WORK ITEM. Each entry below is to be extracted exactly.

THE INPUT.
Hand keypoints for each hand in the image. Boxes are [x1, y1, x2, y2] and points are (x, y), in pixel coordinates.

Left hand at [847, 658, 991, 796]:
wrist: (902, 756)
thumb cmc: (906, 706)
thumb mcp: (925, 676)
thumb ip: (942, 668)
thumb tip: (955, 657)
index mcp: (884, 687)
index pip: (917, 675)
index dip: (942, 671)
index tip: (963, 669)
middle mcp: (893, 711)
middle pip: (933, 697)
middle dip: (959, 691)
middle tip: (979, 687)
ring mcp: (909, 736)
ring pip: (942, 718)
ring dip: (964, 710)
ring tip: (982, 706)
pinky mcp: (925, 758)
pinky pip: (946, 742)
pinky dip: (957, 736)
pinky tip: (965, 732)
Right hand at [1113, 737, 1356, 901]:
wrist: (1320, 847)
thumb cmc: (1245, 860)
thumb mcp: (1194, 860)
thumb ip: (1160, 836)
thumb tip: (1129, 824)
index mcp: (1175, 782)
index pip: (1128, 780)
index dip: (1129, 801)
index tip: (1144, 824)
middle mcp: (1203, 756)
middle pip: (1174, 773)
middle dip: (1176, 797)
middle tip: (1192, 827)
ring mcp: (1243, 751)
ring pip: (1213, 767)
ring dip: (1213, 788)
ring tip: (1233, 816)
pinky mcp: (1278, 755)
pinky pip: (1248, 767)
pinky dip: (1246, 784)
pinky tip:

ANSWER SPACE.
Hand keypoints for each hand in the image. Boxes are [x1, y1, x2, y2] and points are (x, y), in pixel coordinates.

Left hand at [847, 658, 991, 796]:
wrist: (902, 756)
thumb cmc: (906, 706)
thumb mcp: (925, 676)
thumb ip: (942, 668)
thumb tip: (955, 657)
index mcp: (884, 687)
index pip: (917, 675)
index dip: (942, 671)
index tip: (963, 669)
middle mcp: (893, 711)
middle pip: (933, 697)
middle dip: (959, 691)
middle tip: (979, 687)
ring mcp: (909, 736)
ring pip: (942, 718)
ring dip: (964, 710)
ring tip: (982, 706)
pinky mcp: (925, 758)
pinky pip: (946, 742)
pinky dip: (957, 736)
pinky tip: (965, 732)
Right hand at [1113, 737, 1356, 901]:
wrist: (1320, 847)
thumb cmc: (1245, 860)
thumb mcp: (1194, 860)
thumb ip: (1160, 836)
thumb tip: (1129, 824)
index mcp: (1175, 782)
index pip: (1128, 780)
index dip: (1129, 801)
index tip: (1144, 824)
middle mcp: (1203, 756)
middle pip: (1174, 773)
middle dip: (1176, 797)
middle tip: (1192, 827)
ring mcp: (1243, 751)
ring pip: (1213, 767)
ring dip: (1213, 788)
ring tip: (1233, 816)
pinky mcp: (1278, 755)
pinky pip: (1248, 767)
pinky dip: (1246, 784)
pinky tip:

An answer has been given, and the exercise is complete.